The following is a blog post, I originally posted October 16, 2013. I’ve done some slight editing to break up my mile long paragraphs (a bad habit of mine). Considering the worsening state of America’s partisan divides, we definitely need to learn how to “march under one flag” again, in fact, the divides have deepened and the wounds to our national soul fester, to the point our national character is on life support. The remedy isn’t a more liberal America or a more conservative America, it’s building a belief in one AMERICA, where every American citizen believes in The Constiution and that we are all equal under the law.
Legends on the rise and fall of great societies permeate history with certain threads, like the demise of the common culture leading the list as one of the prime harbingers of “doom”. Yes, that word “doom” comes to mind quite frequently, presaging our presumed ineluctable fated demise. Warning signs, both large and small, abound, blaring out endless streams of our culture and Judeo-Christian value system in full retreat to the relentless moral relativist message.
Some retreat for public relations reasons, like Wal-mart this past weekend (story here). The EBT system failed last Saturday in 17 states, leading to EBT recipients debit cards showing no limits. News reports indicate that in several states Wal-mart stores were crammed with customers filling slews of shopping carts with groceries and “checking out”, swiping their EBT card, which they knew did not have the funds to cover the amount of groceries “purchased” (stolen). The corollary would be long ago when people used personal checks more often and supposing you wrote a check for your purchases knowing you did not have money to cover the purchase.
There’s no difference besides the fact that media handlers will guide Wal-mart and the image of Wal-mart tracking down “poor people” for criminal prosecution over this blatant thievery might look like the giant retailer is picking on the little people. Wal-mart will likely end up eating this loss and due to American social conditioning, way too many people will use moral relativism to guide their moral reasoning in the matter – saying things like “Wal-mart can afford it” or “Wal-mart screws over the little guy all the time so turn around is fair play”. Sure, in this case some Wal-mart management in the affected states made the call to let the sales go through rather than stop the theft and they failed to follow the proper procedure in place to call Xerox when EBT cards aren’t working properly.
In this same above-mentioned scenario the more disturbing behavior is that of the crowds of people who flooded Wal-mart stores to steal food in broad daylight, with no moral hesitation. The problem with government hand-outs is the people start beginning to believe these programs really are “entitlements” and thus they never spend a moment’s notice wondering about taking other people’s money as their own, nor do they worry about stealing food from Wal-mart.
Taking stuff that is not yours is stealing, no matter the twisted semantics used to rationalize it. To delve further into this moral relativist hellish enslavement of the mind I urge you to read the article Justin linked in a comment here yesterday, “Contemporary Liberal Doublethink: Welfare = Self-Reliance”. The thieves in this scenario won’t bother to “think or reason” about their thievery, no, these are pack animals – used to being led, with no will to think for themselves nor will they ponder things like civic duty, aspiring to become better human beings or much beyond their instant gratification.

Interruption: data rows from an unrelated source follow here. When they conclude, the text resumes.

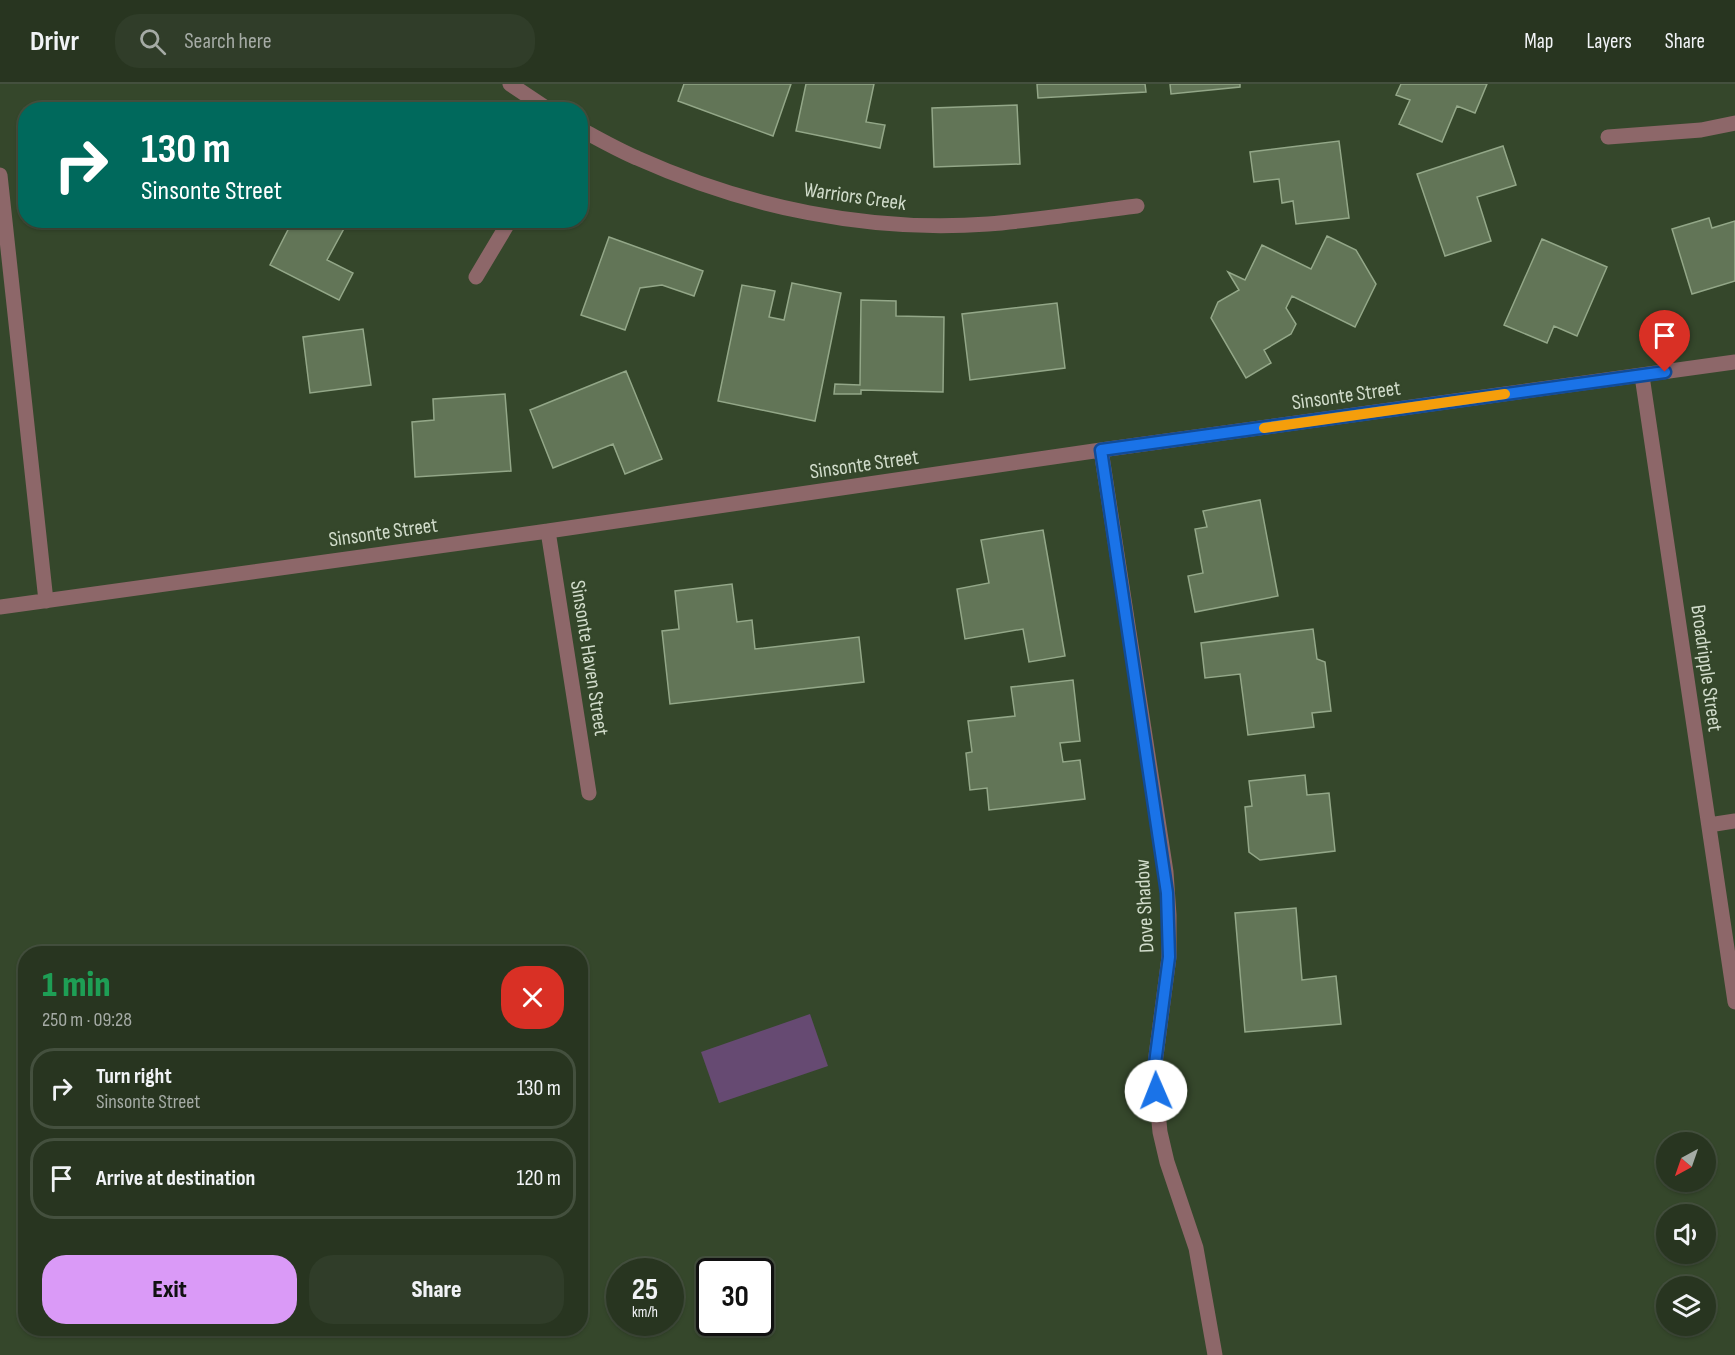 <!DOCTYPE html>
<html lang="en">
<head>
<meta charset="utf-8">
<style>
  :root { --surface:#283520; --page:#303d29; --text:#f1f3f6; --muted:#a5aba5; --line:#44503e; --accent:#da9af7 }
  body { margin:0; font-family:"Sofia Sans Condensed",sans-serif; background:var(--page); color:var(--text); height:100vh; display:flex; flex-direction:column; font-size:22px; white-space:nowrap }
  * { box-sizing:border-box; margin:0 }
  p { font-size:20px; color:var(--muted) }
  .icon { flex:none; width:33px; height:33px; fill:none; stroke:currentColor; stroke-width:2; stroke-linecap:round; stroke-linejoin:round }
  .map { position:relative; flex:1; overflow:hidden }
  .panel { position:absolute; left:18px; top:862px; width:570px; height:390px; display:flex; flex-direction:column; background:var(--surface); border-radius:24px; box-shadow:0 2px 4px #0004,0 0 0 2px var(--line) }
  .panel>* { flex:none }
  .hud { position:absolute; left:18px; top:18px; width:570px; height:126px; border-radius:24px; box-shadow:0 2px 4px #0004,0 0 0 2px var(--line); background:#00695c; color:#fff; overflow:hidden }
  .needle { width:39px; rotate:220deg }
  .buttons { position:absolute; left:1656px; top:1048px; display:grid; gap:12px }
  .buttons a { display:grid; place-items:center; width:60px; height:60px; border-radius:50%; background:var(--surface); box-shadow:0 2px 4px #0004,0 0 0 2px var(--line); font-size:30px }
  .speed { position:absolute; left:606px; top:1174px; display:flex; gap:12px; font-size:30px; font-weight:700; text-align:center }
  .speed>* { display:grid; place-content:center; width:78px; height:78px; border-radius:50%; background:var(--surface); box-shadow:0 2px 4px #0004,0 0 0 2px var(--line); line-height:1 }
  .speed small { font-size:15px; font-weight:400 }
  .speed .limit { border:3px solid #111; border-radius:9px; background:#fff; color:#111 }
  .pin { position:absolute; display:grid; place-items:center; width:51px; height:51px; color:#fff; margin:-62px -26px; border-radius:50% 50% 50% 0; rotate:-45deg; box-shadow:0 0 6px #0007 }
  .pin .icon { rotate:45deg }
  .me { position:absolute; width:66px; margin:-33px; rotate:359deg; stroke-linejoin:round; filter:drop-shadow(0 0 4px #0008) }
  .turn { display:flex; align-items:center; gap:21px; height:126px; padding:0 24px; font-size:27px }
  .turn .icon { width:78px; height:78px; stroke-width:2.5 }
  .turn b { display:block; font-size:42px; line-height:51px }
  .round { display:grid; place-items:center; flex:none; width:63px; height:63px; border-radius:24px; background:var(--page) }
  .summary { display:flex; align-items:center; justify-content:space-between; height:102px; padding:0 24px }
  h1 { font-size:36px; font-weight:800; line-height:45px; color:#1e9e55 }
  .primary-button { display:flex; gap:12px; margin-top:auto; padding:12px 24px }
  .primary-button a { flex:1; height:69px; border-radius:24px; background:var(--accent); color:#111; font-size:24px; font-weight:800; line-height:69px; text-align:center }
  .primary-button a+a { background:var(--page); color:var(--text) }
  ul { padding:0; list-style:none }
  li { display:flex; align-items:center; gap:18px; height:81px; margin:0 12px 9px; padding:0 12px; border:3px solid var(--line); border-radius:24px }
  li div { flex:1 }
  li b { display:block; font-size:22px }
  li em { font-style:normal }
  header { display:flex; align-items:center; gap:36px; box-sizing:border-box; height:84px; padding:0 30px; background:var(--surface); border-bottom:2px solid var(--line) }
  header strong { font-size:28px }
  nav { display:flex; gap:33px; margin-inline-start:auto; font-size:21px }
  .search { width:420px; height:54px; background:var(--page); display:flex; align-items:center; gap:15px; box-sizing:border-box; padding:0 21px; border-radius:24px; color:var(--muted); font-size:22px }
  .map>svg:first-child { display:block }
  .green { fill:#664a72 }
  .building { fill:#627557; stroke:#93a788; stroke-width:1.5 }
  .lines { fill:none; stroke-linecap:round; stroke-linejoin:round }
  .minor { stroke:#8d6769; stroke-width:15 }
  .route-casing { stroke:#114b97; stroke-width:15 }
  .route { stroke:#1a73e8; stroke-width:10 }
  .slow { stroke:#f59e0b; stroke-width:10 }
  .labels { text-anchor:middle; stroke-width:4.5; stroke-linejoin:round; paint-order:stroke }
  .street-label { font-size:21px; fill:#d1dccb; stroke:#35472b }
</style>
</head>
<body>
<header>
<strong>Drivr</strong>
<div class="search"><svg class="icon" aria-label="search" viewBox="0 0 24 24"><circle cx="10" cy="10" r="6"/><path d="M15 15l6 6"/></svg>Search here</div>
<nav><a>Map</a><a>Layers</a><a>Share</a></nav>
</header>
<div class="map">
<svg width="1735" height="1271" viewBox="0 0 1735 1271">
  <rect width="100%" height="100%" fill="#35472b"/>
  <!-- green -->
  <path class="green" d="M810 930 828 982 719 1019 701 968Z"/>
  <!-- building -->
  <path class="building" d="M684 0H791L773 52 678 17Z
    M806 0H874L866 38 885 41 880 64 796 47Z
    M1037 0H1145L1146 8 1038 14Z
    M1170 0H1240V3L1171 10Z
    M1401 0H1487L1475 29 1457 22 1442 58 1399 40 1410 16 1396 11Z
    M1017 21 1020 80 934 83 932 24Z
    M1339 57 1349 134 1296 140 1293 117 1282 119 1279 95 1254 98 1250 68Z
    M1503 62 1516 101 1477 113 1491 157 1445 172 1417 90Z
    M1709 134 1712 144 1735 137V197L1692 210 1672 145Z
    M293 136H343L347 139 327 176 353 189 339 216 270 181Z
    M1327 152 1356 166 1376 200 1355 243 1292 212 1286 224 1296 240 1291 250 1264 266 1271 279 1246 294 1211 234 1218 218 1239 206 1228 188 1245 196 1262 161 1311 185Z
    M609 153 703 187 694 212 662 201 640 204 625 246 581 231Z
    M1542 155 1607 183 1577 252 1554 242 1547 259 1504 241Z
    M792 199 841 209 815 337 718 317 742 201 775 207 769 233 784 236Z
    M861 216 896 217V232L944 233 943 308 861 306V310H834L835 300 860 301Z
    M1057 219 1065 284 970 296 962 230Z
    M363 245 371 301 310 309 303 253Z
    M626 287 662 375 625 390 613 360 553 384 530 326Z
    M505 310 511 387 415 393 412 338 434 336 433 315Z
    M1260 416 1278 512 1195 528 1188 492 1203 489 1195 445 1207 443 1203 427Z
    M1043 446 1065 572 1029 578 1023 545 965 555 957 505 989 499 981 456Z
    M732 500 737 538 752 536 755 565 859 553 864 598 670 620 662 547 679 545 675 507Z
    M1313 545 1317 575 1325 578 1331 627 1312 629 1314 643 1248 651 1240 590 1205 594 1201 559Z
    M1073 596 1080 657 1060 659 1063 678 1080 676 1085 715 989 726 987 704 970 706 966 669 972 668 968 637 1015 632 1011 603Z
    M1305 691 1307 711 1329 709 1335 767 1260 776 1249 768 1245 723 1252 722 1249 697Z
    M1296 824 1302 896 1336 892 1341 940 1245 948 1235 829Z"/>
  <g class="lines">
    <!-- minor -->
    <path class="minor" d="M510 0 549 26
      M580 45C599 55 618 66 637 74 746 123 869 149 988 140 1038 136 1088 128 1137 122
      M1608 53 1701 46 1735 39
      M0 91 46 517
      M476 193 510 136
      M1642 292 1735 918
      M1101 366 1166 788 1169 831V873L1154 987 1160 1048 1167 1078 1196 1164 1215 1271
      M548 447 589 709
      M0 523 548 447 1101 366 1735 278
      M1709 741 1735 737"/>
  </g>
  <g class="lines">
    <!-- route casing -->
    <g class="route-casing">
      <path id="route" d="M1156 1007 1154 987 1169 873 1167 809 1101 366 1665 288"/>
    </g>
    <!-- route -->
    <use href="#route" class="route"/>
    <!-- slow -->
    <path class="slow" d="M1264 344 1505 310"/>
  </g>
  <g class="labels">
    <!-- street labels -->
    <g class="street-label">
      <text transform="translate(855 112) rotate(8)" y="7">Warriors Creek</text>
      <text transform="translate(1346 311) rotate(-8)" y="7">Sinsonte Street</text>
      <text transform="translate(864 380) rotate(-8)" y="7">Sinsonte Street</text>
      <text transform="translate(383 448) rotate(-8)" y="7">Sinsonte Street</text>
      <text transform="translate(590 574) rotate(81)" y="7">Sinsonte Haven Street</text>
      <text transform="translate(1707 584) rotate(82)" y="7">Broadripple Street</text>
      <text transform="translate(1144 822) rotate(-93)" y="7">Dove Shadow</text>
    </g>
  </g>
</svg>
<div class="buttons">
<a><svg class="needle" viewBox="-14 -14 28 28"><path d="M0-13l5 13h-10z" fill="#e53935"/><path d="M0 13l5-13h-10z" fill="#a5aba5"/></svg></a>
<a><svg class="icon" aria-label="sound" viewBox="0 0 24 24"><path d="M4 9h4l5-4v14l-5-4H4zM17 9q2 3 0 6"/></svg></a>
<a><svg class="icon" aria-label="layers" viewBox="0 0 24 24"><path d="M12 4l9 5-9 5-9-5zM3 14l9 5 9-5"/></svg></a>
</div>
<div class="speed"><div>25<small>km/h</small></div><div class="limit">30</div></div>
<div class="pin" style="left:1665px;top:288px;background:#d93025"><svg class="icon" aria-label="arrive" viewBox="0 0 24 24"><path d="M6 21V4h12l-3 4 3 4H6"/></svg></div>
<svg class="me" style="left:1156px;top:1007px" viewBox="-20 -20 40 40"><circle r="19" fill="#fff"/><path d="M0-13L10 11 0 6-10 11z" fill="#1a73e8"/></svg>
<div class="hud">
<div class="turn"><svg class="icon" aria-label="right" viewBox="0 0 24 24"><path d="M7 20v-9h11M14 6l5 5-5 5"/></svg><div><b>130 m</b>Sinsonte Street</div></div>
</div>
<section class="panel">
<div class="summary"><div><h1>1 min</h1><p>250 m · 09:28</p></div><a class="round" style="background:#d93025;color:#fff"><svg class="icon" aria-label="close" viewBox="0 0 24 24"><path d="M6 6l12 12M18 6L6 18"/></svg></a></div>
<ul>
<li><svg class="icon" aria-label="right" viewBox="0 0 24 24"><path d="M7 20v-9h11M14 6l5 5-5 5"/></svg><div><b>Turn right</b><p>Sinsonte Street</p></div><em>130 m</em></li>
<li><svg class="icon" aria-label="arrive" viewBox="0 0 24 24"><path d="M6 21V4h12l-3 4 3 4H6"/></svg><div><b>Arrive at destination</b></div><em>120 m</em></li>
</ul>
<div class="primary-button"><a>Exit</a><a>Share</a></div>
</section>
</div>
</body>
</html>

PJ Media offered this truly excellent piece written by a writer who pens under the pseudonym, Bookworm, titled “The Surprising Reason Americans Are Vulnerable to Moral Relativism”, which although lengthy, definitely rates the time. This writer posits that our American embrace of Anne Frank’s idealistic belief: “I still believe, in spite of everything, that people are truly good at heart.”, creates a syllogism as described in this passage:
“Thanks to those words, Americans accept that “people are truly good at heart.” This belief creates a syllogism, one that sees Americans claiming that it must be a lie when someone dares to claim that another group doesn’t meet certain moral absolutes. How can there be moral absolutes when all “people are truly good at heart”?”
The author goes on to explain why Anne Frank’s simple idealistic belief was not only wrong in her own personal life, where she perished in the Holocaust, but it is simply wrong for mankind, in general. People aren’t truly good at heart – that part takes a great deal of civilizing effort, both in the home and in society in general, hence we used to call it “civil society”.
Aristotle offered his definition, “a shared set of norms and ethos, in which free citizens on an equal footing lived under the rule of law”, which puts us on firmer footing than most of the opining from American academics in recent decades. We need that shared set of norms and ethos as the glue to hold our splintering, divided country together. Cutting through the leftist doublethink presents a daunting challenge, but unless we commit to “winning the hearts and minds” of Americans on the importance of being “good citizens”, where “rights” rest right next to “civic duty”, we’ll continue to drift, creating an ever-widening no man’s land, rather than to use a military metaphor and which I use as my gravatar, “march under one flag”.
We must become a country under one flag again – we must become American citizens first, political partisans second.